## [How to complete this task]
Locate the line that contains "middle pip: (287, 231)" in the entries below, then repeat it and every following line through the line that contains "pinky tip: (303, 339)", exactly, and no others.

___ Source material ___

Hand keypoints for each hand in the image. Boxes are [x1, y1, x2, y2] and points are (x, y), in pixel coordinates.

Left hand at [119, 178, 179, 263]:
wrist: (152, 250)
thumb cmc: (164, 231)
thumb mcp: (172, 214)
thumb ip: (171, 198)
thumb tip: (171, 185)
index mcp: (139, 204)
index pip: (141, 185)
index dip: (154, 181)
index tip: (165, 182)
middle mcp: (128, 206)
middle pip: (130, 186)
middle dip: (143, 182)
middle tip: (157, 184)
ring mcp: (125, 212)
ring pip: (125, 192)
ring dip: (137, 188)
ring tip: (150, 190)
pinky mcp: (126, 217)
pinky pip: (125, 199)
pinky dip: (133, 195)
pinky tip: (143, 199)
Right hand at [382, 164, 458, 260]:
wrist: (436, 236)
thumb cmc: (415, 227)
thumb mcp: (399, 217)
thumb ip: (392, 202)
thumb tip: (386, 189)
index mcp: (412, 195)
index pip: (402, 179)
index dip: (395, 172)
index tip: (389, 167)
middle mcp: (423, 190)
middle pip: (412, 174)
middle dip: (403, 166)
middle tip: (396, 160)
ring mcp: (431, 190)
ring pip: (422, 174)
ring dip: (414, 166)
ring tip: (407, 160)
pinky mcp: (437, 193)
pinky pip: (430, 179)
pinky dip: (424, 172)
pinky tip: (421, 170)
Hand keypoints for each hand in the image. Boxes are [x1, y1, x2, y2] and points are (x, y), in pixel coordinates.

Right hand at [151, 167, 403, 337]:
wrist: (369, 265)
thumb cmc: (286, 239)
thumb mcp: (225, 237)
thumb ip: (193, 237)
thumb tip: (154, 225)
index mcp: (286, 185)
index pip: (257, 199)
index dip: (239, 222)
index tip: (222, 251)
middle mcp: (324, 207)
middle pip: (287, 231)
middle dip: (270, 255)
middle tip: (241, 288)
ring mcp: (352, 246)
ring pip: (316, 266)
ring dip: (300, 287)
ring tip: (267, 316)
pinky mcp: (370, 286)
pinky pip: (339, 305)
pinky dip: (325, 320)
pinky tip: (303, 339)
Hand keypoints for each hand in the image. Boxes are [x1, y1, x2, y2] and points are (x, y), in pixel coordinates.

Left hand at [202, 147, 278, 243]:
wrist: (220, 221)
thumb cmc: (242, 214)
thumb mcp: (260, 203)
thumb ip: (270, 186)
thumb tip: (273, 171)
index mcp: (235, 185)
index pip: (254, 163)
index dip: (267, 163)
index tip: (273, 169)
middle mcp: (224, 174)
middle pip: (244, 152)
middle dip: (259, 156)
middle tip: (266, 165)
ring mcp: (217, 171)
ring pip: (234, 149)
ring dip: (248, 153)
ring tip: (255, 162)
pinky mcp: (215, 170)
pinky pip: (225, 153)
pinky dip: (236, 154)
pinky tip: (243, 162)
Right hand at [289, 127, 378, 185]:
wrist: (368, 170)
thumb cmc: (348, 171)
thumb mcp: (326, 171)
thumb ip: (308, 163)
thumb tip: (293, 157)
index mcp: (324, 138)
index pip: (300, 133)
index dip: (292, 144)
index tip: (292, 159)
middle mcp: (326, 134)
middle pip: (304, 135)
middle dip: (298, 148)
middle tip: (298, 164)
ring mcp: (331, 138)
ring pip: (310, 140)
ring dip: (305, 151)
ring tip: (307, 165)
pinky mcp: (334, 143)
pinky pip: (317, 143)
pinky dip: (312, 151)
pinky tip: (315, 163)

___
___ Source material ___

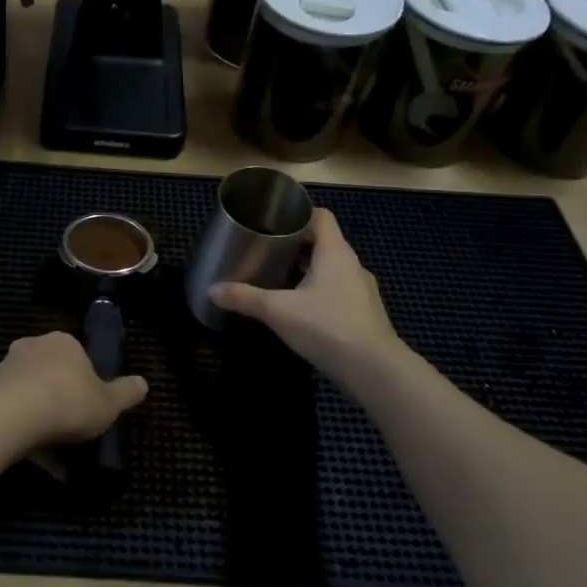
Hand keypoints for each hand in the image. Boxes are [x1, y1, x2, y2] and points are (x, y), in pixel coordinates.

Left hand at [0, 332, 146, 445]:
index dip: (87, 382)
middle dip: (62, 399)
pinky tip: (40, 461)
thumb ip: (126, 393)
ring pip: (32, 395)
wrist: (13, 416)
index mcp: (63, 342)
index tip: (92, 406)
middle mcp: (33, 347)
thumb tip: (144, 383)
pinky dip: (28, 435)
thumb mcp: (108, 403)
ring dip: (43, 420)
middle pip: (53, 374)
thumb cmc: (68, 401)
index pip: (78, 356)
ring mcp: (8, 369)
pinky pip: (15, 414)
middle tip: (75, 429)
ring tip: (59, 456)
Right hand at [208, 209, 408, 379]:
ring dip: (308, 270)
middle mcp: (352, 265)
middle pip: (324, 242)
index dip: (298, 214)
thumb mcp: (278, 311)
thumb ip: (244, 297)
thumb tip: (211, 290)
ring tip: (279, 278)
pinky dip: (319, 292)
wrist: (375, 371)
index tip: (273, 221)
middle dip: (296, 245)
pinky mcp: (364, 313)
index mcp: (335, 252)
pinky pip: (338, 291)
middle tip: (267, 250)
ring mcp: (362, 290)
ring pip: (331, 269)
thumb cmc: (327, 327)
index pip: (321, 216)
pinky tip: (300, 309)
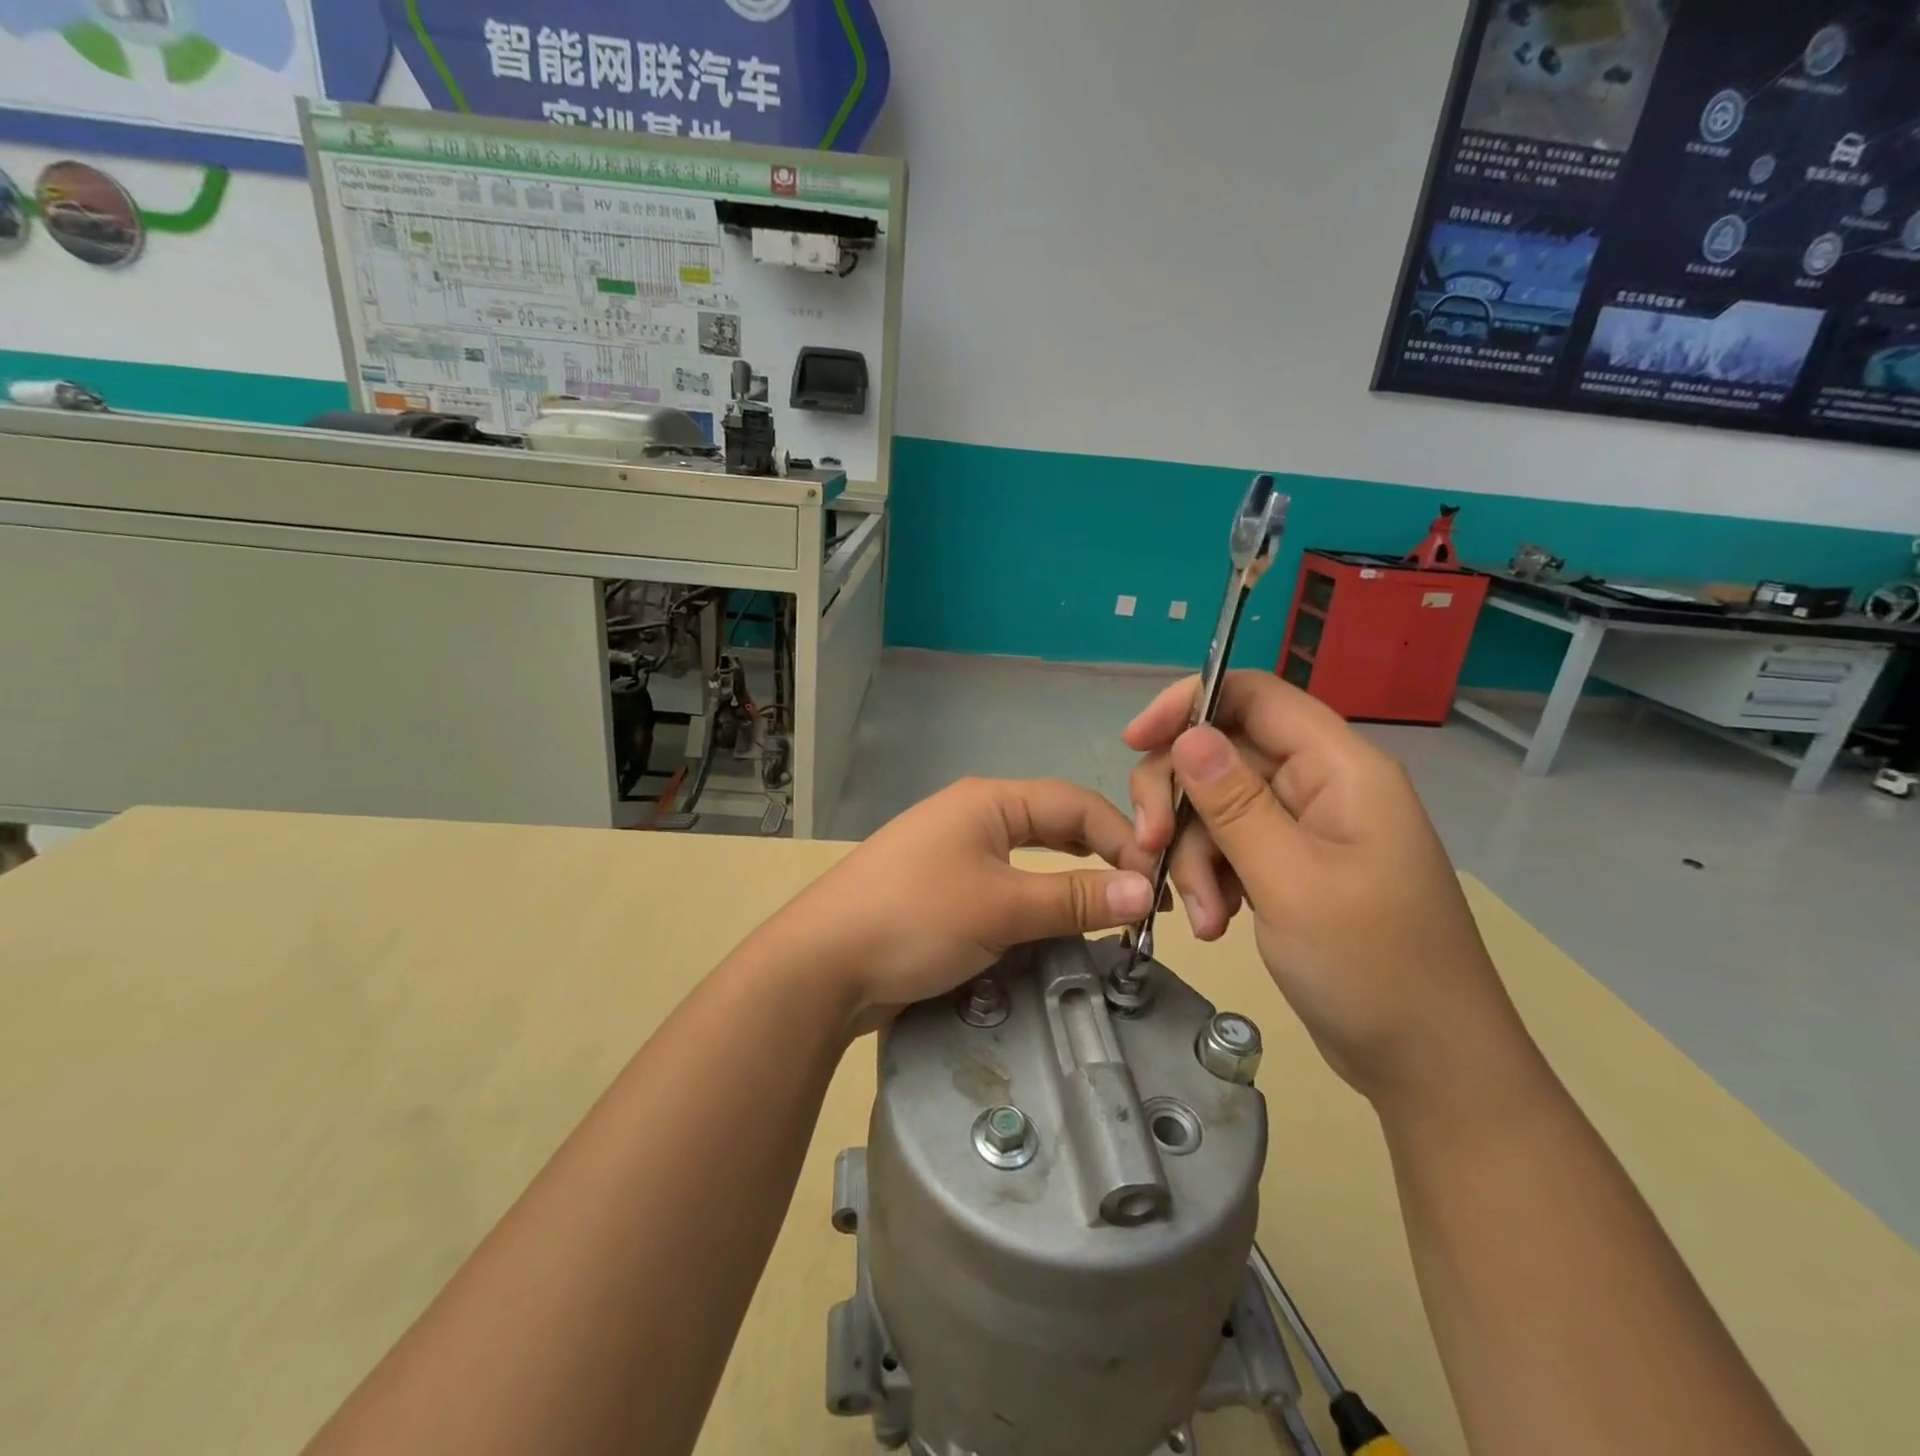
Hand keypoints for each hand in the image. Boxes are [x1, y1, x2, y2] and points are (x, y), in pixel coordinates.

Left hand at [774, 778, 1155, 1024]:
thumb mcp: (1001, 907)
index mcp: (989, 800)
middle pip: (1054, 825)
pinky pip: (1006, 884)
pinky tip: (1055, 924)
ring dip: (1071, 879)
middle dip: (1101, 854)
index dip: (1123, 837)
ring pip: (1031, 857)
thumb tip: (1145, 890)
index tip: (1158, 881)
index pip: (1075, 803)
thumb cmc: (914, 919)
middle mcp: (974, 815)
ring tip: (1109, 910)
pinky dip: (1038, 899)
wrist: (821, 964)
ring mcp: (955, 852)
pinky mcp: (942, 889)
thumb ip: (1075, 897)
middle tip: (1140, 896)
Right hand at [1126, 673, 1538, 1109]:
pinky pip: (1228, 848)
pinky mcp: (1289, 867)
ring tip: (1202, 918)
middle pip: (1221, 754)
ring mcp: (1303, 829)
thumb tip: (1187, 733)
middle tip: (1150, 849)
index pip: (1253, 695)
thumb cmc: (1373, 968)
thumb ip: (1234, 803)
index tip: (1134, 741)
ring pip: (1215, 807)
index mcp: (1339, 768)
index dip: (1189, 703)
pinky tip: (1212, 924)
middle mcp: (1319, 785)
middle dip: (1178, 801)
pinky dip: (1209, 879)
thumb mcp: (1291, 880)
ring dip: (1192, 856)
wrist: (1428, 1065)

___

## [Solution to this task]
middle pip: (287, 231)
middle dip: (270, 255)
middle tip: (241, 288)
ring mcp: (352, 246)
ring pip: (316, 266)
ring dip: (300, 287)
ring tip: (267, 316)
pinky mcp: (370, 286)
pinky pip: (339, 305)
pinky dip: (325, 320)
pinky tip: (303, 339)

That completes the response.